If a sand puppet malfunctioned, it was most likely because of the sand core. It was the most important component of their bodies, crafted by earth elementalists using heavy sand. Each core was unique, however, since earth elementalists each had their own crafting methods.
The sand core was pivotal in the formation of its body since they were entirely made of individual particles. Hence, if the core broke down, the sand puppet would be reduced to a pool of yellow sand.
"Yes, it's a chronic problem." Lou Lan sounded somewhat helpless. "Can you help me? My master is Master Shao. He lives in the second building from the end of the alleyway. Could you deliver a message to him?"
"The second building from the end of the alleyway?" Ai Hui raised his eyebrows. "Seems like we're going to be neighbors for some time."
Seeing Lou Lan's rather high intelligence, Ai Hui assumed that a powerful earth elementalist lived next to him.
Just as Ai Hui put his hand into the pool of yellow sand, he immediately felt the tug of strong earth elemental energy crushing him like a grinding millstone. His entire face shuddered as he covered his palm with metal elemental energy, making it into a razor-sharp dagger.
"Try to bear with it."
Just as Ai Hui finished his sentence, the metal elemental energy gathered in his hands suddenly exploded outward.
A low, muffled explosion could be heard from within the pool of yellow sand as invisible shockwaves diffused across the area. Lou Lan's upper body froze in the pile of trembling sand.

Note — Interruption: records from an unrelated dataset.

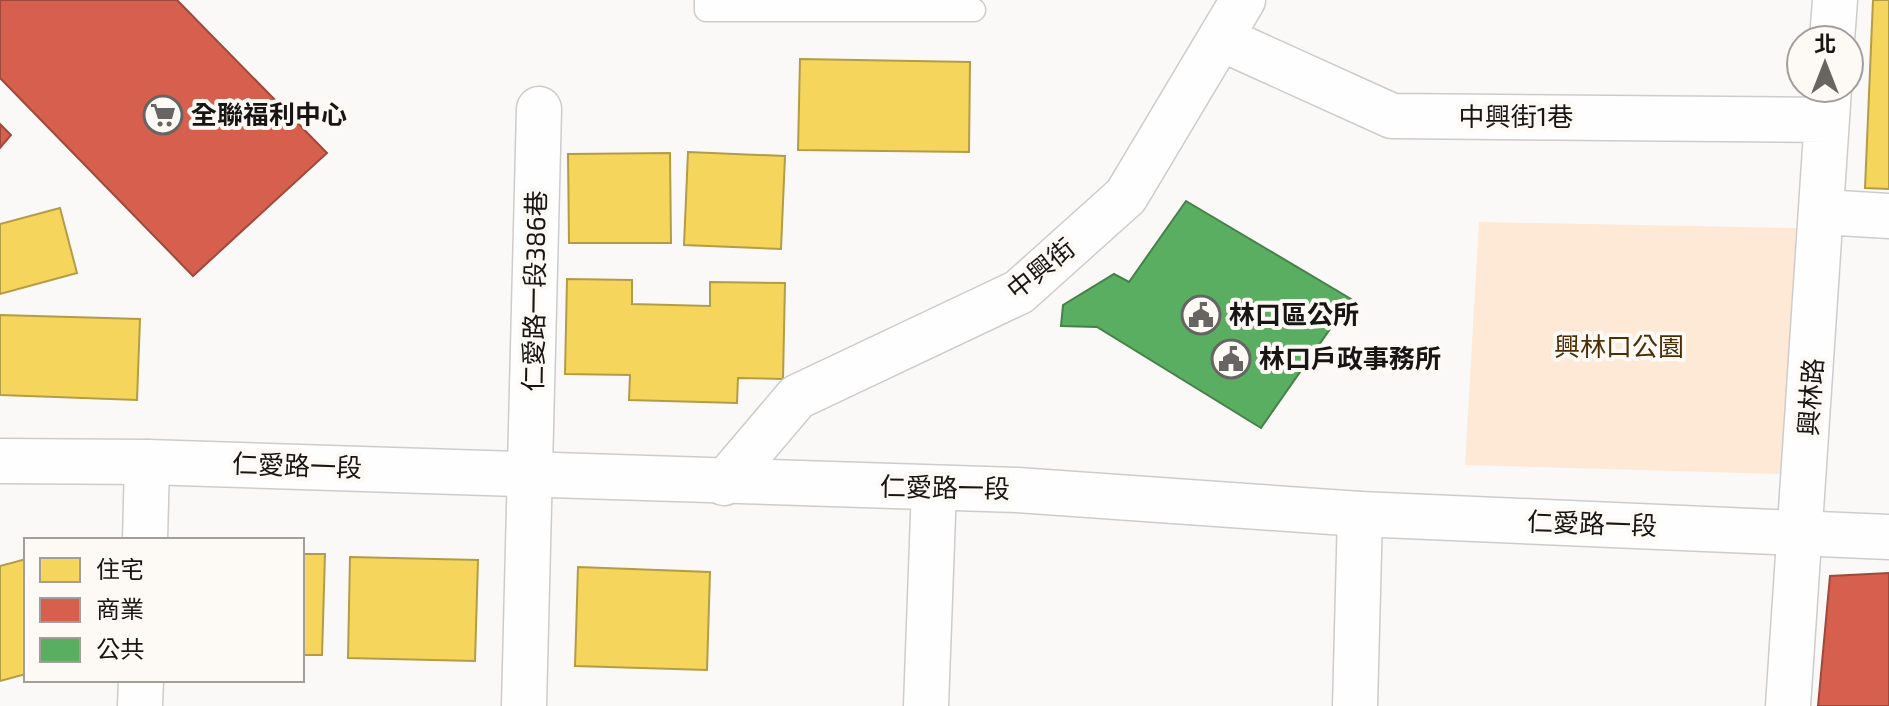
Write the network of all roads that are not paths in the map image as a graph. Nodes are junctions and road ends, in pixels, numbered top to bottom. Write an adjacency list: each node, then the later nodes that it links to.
1 (706, 0): 4 (lane)
2 (1243, 0): 6 (street, 中興街)
3 (1835, 0): 5 (street)
4 (974, 10)
5 (1833, 24)
6 (1222, 39): 7 (street, 中興街1巷); 14 (street, 中興街)
7 (1828, 104): 9 (street, 興林路)
8 (539, 109): 13 (street, 仁愛路一段386巷)
9 (1823, 212): 10 (street); 17 (street, 興林路)
10 (1889, 216)
11 (0, 461): 12 (street, 仁愛路一段)
12 (147, 462): 13 (street, 仁愛路一段); 19 (street)
13 (531, 473): 14 (street, 仁愛路一段); 22 (street, 仁愛路一段386巷)
14 (724, 483): 15 (street, 仁愛路一段)
15 (934, 488): 16 (street, 仁愛路一段); 23 (street)
16 (1360, 514): 17 (street, 仁愛路一段); 24 (street)
17 (1801, 532): 18 (street, 仁愛路一段); 25 (street, 興林路)
18 (1889, 537)
19 (145, 538)
20 (141, 682): 21 (street)
21 (140, 706)
22 (524, 706)
23 (926, 706)
24 (1355, 706)
25 (1788, 706)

Two seconds later, his eyes brightened. The dispersed yellow sand rapidly gathered around his body like a pile of metal dust attracted to a magnet.
In the blink of an eye, not a speck of sand could be seen on the floor. With a recovered body, Lou Lan started to move his body around. Amazed, he asked, "Such a magical method, how did you do it?"
"It's a simple method, "Ai Hui corrected him. He picked up his shabby backpack and slung it over his shoulder. "It's only for emergencies though. You still have to go back and examine your sand core again."
He wasn't lying; it really wasn't some ingenious method. Ai Hui had seen earth elementalists in the Wilderness use this method to treat problematic sand puppets every once in awhile. It didn't work every time, but it did at least eight times out of ten.
Admittedly, however, this was Ai Hui's first time trying it himself. No sane earth elementalist would let a laborer repair his or her sand puppet.
Lou Lan naturally didn't know this. Instead, he felt that Ai Hui possessed the demeanor of a very capable individual.
"Thank you very much!" Lou Lan bowed and thanked him sincerely.
"Don't worry about it. My name's Ai Hui." Ai Hui waved his hand, signalling Lou Lan to not fret over it and continued walking towards the alley's end. "Let's go, we're heading in the same direction."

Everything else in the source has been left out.